玉米促生、益生、生防菌肥一体化制剂及其制备方法

技术领域

本发明属于微生物制剂技术领域，特别是涉及玉米促生、益生、生防菌肥一体化制剂及其制备方法。

背景技术

甘肃省气候呈现东南湿润、中部干旱和西北高寒的特征，使得中晚熟玉米品种种植数量较多，生育期偏长，环境条件与物候期延长为病虫害发生创造了良好的生存环境；另一方面，河西玉米种植连续多年作业，致使土壤中的病残体和病原菌源基数累积上升，氮肥的过量施用和大水漫灌使得土传病害得以广泛传播。

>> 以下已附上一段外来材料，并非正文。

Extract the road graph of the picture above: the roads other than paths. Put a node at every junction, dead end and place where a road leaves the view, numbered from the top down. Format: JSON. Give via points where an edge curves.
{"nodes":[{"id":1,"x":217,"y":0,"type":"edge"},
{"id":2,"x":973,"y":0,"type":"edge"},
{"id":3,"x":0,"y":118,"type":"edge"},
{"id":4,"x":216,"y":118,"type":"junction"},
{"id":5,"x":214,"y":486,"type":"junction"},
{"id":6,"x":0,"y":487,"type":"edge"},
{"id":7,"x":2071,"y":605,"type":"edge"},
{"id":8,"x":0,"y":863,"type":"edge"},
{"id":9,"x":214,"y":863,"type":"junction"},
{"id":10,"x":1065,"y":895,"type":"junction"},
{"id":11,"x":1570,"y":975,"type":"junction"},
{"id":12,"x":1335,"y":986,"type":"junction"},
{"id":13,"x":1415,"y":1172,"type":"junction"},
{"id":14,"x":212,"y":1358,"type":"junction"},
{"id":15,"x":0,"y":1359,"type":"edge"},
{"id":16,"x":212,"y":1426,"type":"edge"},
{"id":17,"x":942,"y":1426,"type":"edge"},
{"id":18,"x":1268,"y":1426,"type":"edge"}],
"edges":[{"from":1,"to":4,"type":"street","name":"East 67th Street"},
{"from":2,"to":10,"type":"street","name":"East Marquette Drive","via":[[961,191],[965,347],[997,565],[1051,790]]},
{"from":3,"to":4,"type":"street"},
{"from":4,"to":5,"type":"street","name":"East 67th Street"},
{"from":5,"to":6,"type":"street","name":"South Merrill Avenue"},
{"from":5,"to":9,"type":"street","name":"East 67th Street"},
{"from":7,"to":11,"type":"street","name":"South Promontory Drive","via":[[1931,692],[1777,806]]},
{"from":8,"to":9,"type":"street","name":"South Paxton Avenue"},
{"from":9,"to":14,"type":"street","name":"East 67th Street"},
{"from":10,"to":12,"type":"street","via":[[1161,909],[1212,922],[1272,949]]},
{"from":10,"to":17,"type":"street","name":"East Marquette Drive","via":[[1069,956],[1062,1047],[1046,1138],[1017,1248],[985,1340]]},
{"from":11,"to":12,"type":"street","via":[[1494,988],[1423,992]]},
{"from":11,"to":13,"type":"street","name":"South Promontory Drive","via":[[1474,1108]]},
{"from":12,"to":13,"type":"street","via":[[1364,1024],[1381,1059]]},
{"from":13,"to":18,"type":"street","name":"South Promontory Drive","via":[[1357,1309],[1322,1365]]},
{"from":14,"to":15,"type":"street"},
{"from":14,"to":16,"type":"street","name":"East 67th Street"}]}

玉米病害已成为我国玉米种植业减产、减收的最主要问题，同时使农民的经济效益受到损害。化学防治虽然能够在极短的时间内，在大范围内预防和控制玉米病害的患病率，但随之而来的是病菌和虫害产生抗药性、农药残留过多，环境污染严重，人类健康受到威胁等问题。生物防治避免了化学农药使用带来的一系列植保、环境、能源和健康等方面的问题。

微生物制剂对植物促生作用，通过植物根际或共生微生物产生植物激素改善植物生长，例如：吲哚乙酸、赤霉素、细胞分裂素和乙烯等；微生物产生维生素，如：烟酸、泛酸、生物素和VB12等，在生物体内是多种酶的辅酶或辅基；微生物生长过程分泌核酸类物质，促进植物根部对磷钾的吸收，增强植物光合作用。微生物将植物不易吸收的无机微量元素转化成易吸收的有机微量元素，促进植物吸收营养；微生物分泌的一些诱导物，提高土壤酶活性，有利于土壤养分的转化，改善植物对营养的吸收。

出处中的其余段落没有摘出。